Aunque con mucho rechazo del público -y los rivales- se perfiló Williams Racing a concretar un GP de Mónaco con sus dos autos en las puertas de los puntos. Carlos Sainz y Alex Albon intercambiaron posiciones y labores de equipo, frenando a los rivales para que el el otro pueda detenerse en boxes sin perder posiciones, aprovechando la escasa posibilidad de sobrepasar en las calles del Principado.
Sin embargo, todo cambió con la detención de la carrera tras el accidente de Charles Leclerc (y el inmediatamente previo, Lance Stroll). Luego de la re-largada con coches detenidos delante del semáforo creció el riesgo y se concretó el desastre para Sainz con un choque en la curva 6.

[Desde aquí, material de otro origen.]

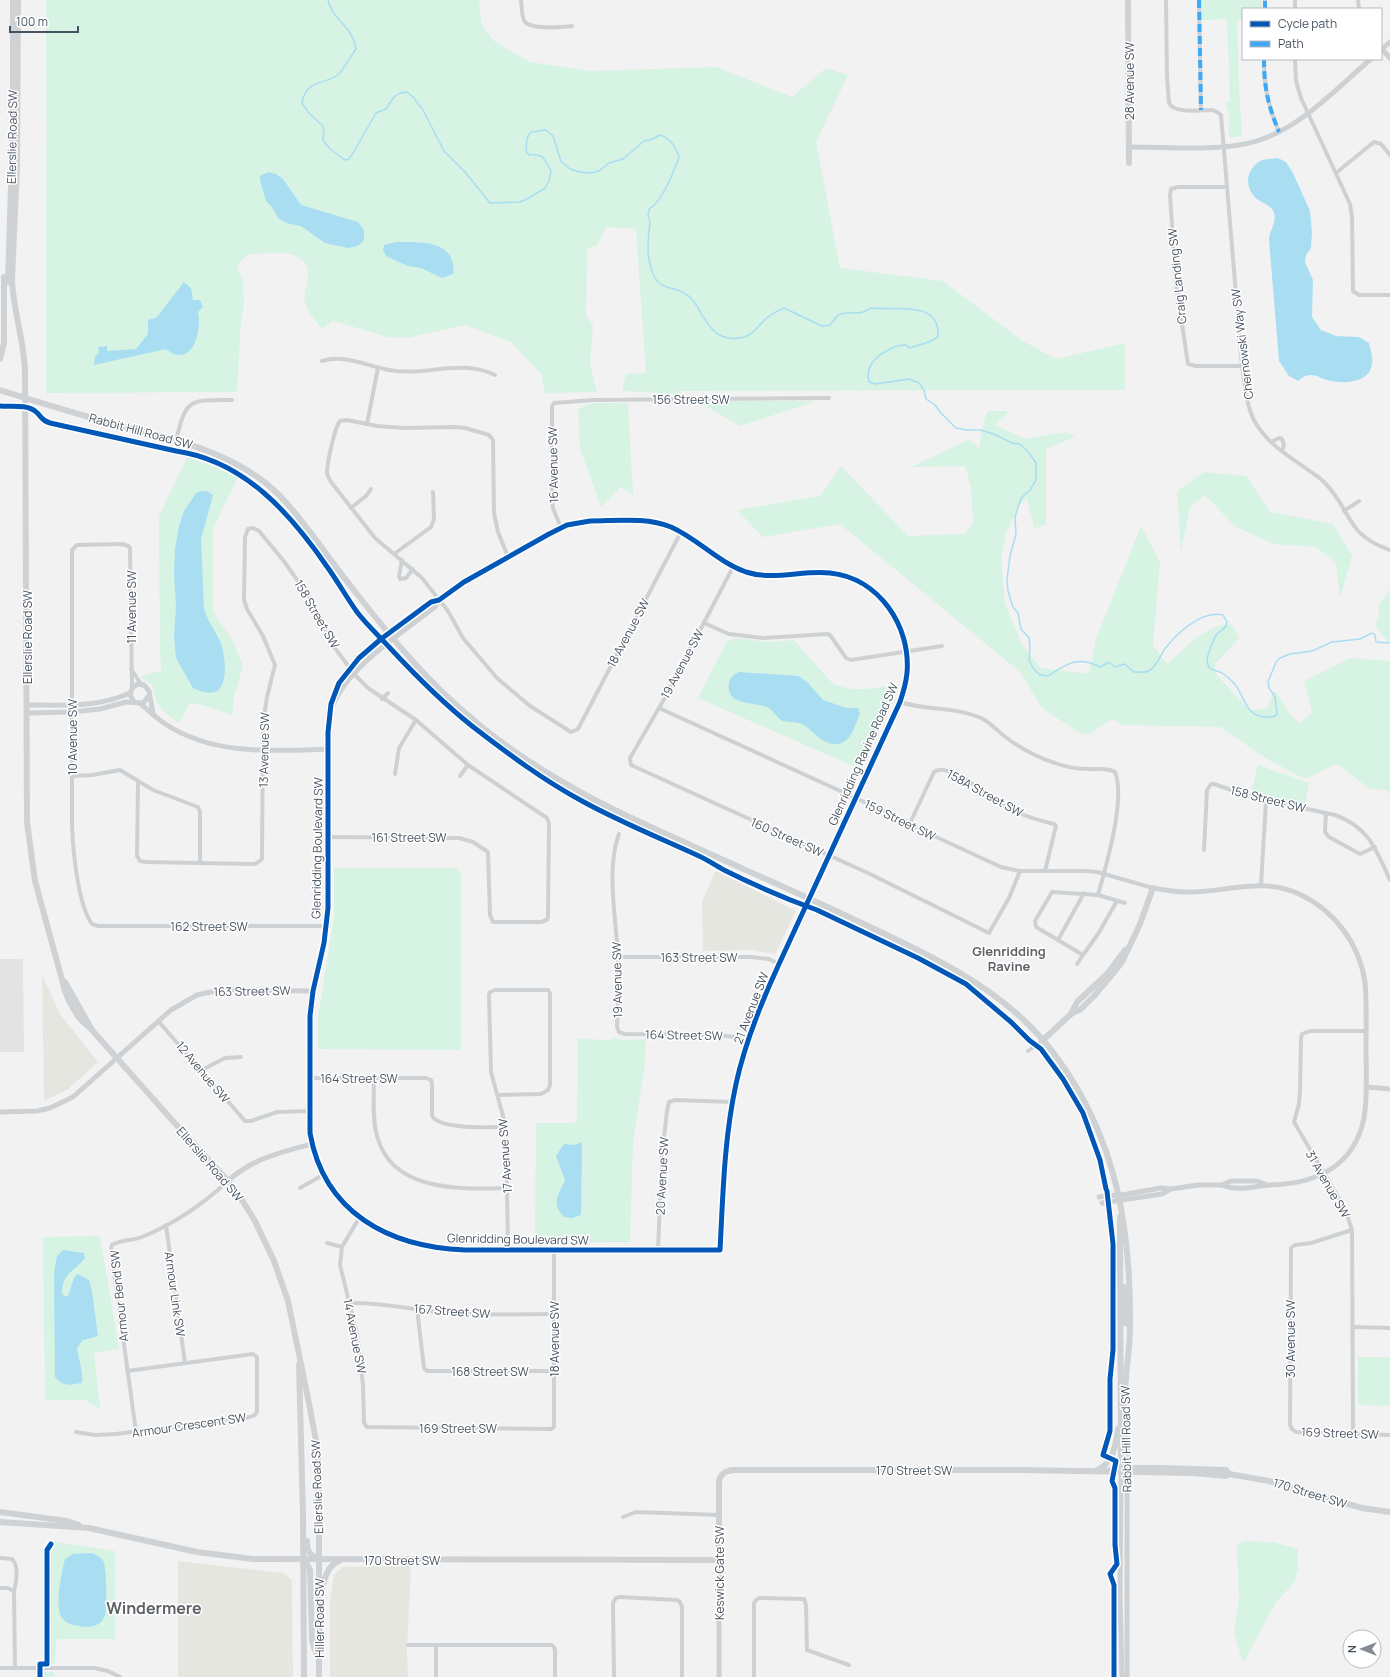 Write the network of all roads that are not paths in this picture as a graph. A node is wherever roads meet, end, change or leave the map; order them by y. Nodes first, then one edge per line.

«Todos sabemos cómo son las largadas en Mónaco. Con la experiencia que tienen los pilotos deberían saber que en la curva 6 siempre se forma un atasco y que, prácticamente, tenemos que parar el auto para no golpear al que llevamos delante«, explicó el madrileño. «Por eso me sorprende que todavía haya gente que intente lanzarse por el interior en una situación así«, continuó, ya con una referencia directa a Nico Hulkenberg. «Cuando haces eso, lo más probable es que termines llevándote por delante al auto de delante«, insistió.
«Lo más frustrante es que estábamos haciendo una carrera muy sólida. Con la estrategia que teníamos, creo que podíamos haber sumado entre dos y cuatro puntos«, señaló Sainz tras la carrera. «Al final, siendo víctima de errores y de decisiones de otros pilotos, nos vamos a casa sin nada«, concluyó.